Regeneration of cell suspension: Liquid medium processes have been investigated widely with the aim of obtaining synthetic seeds on an industrial scale (Aberlenc-Bertossi et al., 1999). However, application of various technologies for plant breeding purposes, viable protoplast and cytoplast fusions, organelle transfer, in vitro selection and some molecular techniques rely on the availability of cell suspension cultures which maintain their regeneration potential (Remotti, 1995). Cell suspension cultures are generally initiated from compact or friable callus of which the latter type is generally considered to be the most suitable (Luczkiewicz et al., 2002; Figueiredo et al., 2000). The cell suspension culture composed of a heterogeneous population of embryogenic and non-embryogenic cells (Holme, 1998). The embryogenic cells contains a dense cytoplasm showing an evident nucleus and containing starch grains while the non-embryogenic cells were large, vacuolated without an evident nucleus with no cell division (Tribulato et al., 1997).
The somatic embryos in the liquid medium underwent similar development stages as in the embryos cultured in the solid medium (Anand et al., 2000). The presence of starch, which is often related to the embryogenic cells and is considered to be an indicator of development towards somatic embryos, has also been observed in the embryogenic cell suspension cultures of Lilium longiflorum Thunb (Tribulato et al., 1997). However, Nhut et al. (2006) reported that the number of somatic embryos derived from embryogenic calli of Lilium longiflorum cultured in liquid medium, especially at a volume of 20 ml, were shown to be more than in solidified medium, 170 rather than 28, and the forms of somatic embryos in different developmental steps (globular, heart and cotyledon-shaped) were clearly distinguished under microscope. Besides, Choi et al. (1999) also observed that the somatic embryos formed on agar medium had larger cotyledons and a more intact epidermis compared to embryos formed in liquid medium. The lower somatic embryo multiplication on solid media may be due to binding of water and absorption of minerals and plant growth regulators by the gelling agents resulting in the depleted supply to the growing embryos (Sood et al., 2002).
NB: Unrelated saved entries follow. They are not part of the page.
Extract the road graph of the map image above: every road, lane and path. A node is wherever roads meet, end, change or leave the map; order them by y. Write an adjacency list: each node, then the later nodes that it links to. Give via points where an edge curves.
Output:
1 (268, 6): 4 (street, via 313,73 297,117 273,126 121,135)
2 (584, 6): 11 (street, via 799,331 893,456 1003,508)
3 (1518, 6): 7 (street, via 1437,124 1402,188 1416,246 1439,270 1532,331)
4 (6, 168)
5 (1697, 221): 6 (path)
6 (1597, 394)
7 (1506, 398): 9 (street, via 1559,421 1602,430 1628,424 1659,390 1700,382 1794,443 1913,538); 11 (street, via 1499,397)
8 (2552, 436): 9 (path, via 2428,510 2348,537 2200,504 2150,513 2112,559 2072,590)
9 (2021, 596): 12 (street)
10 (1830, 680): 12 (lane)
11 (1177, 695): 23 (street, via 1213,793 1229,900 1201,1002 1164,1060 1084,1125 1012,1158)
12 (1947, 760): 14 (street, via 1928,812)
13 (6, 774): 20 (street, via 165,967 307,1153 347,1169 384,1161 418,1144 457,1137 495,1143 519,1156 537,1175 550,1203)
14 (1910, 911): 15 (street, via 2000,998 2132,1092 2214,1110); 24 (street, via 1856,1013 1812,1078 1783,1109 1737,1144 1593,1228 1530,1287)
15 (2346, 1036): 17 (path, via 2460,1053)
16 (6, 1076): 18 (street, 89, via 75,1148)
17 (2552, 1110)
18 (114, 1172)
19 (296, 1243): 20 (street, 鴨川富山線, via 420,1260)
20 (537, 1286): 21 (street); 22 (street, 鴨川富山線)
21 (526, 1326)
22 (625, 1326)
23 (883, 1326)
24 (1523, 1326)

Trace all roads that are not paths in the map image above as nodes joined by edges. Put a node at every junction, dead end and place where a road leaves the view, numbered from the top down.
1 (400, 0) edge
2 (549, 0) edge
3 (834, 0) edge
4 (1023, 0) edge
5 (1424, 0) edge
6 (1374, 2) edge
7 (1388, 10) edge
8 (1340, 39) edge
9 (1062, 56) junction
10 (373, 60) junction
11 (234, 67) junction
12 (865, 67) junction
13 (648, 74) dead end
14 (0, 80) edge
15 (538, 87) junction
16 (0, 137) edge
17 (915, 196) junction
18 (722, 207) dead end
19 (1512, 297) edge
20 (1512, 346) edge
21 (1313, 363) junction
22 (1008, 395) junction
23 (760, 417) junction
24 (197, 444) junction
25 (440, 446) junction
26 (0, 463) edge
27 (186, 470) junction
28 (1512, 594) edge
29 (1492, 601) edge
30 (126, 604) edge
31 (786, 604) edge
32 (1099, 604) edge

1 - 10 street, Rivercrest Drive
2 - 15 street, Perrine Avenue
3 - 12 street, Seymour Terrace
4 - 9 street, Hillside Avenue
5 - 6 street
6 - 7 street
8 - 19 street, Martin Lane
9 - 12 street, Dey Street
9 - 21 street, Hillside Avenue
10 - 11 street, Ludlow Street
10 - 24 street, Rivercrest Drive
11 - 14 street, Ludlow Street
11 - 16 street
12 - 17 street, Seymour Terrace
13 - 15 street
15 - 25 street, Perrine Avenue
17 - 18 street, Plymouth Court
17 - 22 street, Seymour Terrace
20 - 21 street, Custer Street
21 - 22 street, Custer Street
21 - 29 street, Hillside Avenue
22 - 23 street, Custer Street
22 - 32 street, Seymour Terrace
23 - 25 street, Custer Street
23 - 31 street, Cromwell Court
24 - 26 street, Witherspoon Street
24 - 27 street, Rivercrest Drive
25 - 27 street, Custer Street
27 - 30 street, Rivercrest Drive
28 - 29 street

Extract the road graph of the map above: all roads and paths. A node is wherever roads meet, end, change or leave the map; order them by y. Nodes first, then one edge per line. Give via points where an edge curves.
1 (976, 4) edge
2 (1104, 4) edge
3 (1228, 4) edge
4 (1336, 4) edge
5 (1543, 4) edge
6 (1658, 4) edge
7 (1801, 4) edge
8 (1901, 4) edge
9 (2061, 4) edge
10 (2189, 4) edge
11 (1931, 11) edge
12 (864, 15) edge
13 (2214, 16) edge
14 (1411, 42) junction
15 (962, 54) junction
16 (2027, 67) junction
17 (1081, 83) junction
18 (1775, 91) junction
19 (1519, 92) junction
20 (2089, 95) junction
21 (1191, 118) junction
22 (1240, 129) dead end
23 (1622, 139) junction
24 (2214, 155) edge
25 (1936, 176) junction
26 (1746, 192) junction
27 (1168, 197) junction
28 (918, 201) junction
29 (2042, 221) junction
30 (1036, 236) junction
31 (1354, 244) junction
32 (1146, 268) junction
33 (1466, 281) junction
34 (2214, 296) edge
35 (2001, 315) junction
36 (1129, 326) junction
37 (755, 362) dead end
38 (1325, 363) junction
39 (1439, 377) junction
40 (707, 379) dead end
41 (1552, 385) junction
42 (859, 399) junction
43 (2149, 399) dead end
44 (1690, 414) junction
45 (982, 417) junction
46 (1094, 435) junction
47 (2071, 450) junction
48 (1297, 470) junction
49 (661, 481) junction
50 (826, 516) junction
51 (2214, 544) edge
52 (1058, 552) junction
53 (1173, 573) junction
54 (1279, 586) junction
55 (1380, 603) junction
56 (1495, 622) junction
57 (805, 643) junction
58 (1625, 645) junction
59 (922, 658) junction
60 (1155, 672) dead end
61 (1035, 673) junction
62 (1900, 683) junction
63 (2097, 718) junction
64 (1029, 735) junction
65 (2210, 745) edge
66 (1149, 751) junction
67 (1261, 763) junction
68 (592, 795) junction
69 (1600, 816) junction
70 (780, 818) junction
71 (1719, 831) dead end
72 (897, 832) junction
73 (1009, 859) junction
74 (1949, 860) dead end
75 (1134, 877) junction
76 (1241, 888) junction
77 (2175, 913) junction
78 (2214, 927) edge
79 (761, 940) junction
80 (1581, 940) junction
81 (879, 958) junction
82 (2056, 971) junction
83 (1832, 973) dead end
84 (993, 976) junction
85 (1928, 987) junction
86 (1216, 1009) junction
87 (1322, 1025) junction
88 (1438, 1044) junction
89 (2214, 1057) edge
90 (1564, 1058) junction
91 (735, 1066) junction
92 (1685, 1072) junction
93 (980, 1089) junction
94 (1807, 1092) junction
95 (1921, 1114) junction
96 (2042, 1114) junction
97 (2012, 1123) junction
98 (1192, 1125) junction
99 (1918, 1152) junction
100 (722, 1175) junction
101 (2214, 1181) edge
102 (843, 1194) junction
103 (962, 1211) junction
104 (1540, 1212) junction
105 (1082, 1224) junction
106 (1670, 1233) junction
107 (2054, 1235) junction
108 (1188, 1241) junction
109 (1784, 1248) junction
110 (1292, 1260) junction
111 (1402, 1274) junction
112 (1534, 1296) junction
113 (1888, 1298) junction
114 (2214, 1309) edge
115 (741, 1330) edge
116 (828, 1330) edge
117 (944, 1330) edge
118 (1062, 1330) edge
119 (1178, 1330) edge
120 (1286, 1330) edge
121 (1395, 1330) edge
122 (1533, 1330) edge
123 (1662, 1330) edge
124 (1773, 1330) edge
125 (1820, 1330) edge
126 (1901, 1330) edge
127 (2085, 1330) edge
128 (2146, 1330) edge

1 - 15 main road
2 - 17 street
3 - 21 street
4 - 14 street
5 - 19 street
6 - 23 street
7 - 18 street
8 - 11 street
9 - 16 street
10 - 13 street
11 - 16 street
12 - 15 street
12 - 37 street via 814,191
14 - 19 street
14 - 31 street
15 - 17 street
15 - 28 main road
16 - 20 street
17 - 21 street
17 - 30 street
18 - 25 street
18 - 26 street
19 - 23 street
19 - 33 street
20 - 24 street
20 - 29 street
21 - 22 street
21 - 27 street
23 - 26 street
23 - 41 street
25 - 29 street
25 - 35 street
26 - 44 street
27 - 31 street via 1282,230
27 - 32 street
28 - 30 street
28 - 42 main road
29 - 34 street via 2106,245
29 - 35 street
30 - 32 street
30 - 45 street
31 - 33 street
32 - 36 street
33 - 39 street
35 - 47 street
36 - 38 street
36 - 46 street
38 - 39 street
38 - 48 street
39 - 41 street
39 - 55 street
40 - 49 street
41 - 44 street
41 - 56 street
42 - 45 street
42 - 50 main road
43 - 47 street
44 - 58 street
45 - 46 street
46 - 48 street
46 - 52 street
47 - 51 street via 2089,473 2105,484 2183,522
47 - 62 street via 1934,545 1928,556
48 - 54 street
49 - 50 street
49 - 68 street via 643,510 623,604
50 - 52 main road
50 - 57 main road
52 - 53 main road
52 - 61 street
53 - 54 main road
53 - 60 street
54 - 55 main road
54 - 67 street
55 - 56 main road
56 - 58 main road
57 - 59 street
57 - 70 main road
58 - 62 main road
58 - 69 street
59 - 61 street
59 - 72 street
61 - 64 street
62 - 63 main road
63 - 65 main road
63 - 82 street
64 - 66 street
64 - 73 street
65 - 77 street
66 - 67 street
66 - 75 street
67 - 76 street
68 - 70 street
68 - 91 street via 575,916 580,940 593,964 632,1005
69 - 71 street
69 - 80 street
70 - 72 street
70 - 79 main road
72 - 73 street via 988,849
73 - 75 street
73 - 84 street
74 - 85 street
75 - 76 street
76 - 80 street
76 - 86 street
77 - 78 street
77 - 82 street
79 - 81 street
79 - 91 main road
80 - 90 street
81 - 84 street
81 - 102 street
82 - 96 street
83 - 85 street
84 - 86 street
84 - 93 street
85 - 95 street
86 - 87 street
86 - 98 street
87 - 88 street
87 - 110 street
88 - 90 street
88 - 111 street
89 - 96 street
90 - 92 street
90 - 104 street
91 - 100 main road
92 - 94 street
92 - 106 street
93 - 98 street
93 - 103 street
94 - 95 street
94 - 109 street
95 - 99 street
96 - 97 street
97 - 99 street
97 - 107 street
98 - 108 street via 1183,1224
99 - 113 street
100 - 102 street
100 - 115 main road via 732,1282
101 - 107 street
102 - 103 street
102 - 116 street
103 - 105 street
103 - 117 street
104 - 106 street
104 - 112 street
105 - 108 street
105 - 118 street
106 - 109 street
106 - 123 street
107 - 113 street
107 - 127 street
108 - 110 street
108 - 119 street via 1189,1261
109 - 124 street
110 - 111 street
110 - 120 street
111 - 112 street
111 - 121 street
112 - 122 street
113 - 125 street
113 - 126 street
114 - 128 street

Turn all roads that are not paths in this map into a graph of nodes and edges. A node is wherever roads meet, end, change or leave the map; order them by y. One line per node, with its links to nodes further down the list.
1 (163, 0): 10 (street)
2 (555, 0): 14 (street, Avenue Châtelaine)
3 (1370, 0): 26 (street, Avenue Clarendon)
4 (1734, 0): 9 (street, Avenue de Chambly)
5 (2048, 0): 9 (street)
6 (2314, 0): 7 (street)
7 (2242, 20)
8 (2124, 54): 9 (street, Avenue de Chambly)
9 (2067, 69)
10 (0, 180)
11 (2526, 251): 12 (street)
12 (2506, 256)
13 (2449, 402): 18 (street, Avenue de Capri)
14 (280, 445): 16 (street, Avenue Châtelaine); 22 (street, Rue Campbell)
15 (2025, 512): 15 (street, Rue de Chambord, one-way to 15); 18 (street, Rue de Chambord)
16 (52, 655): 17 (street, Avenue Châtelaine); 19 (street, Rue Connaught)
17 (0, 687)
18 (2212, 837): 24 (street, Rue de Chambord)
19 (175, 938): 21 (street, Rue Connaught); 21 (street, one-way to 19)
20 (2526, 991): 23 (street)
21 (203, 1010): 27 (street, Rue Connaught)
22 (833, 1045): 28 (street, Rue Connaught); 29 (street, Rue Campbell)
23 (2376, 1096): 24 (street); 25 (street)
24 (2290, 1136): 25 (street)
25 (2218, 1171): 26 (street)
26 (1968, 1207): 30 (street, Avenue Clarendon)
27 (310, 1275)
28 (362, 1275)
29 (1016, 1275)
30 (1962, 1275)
Unlike the limited reports on somatic embryogenesis in suspension culture of monocots, systems for somatic embryogenesis have been established using suspension cultures in some species of dicotyledons such as carrot, celery and caraway (Kim and Soh, 1996). Several studies involving embryogenic suspension cultures of woody species have also been reported in Eleutherococcus senticosus (Choi et al. 2002b; Choi et al., 1999), Valeriana edulis spp. procera (Castillo et al., 2000), Picea abies and Picea sitchensis (Find et al., 1998). The embryogenic cell line obtained from cell suspension culture will be useful for production of useful secondary metabolite by metabolic engineering using genetic transformation and for cryo-preservation of genetic resources (Kim et al., 2003), for large scale multiplication, efficient in vitro selection of putative genetic transformants as well as for the production of non-chimeric transgenics (Thiruvengadam et al., 2006).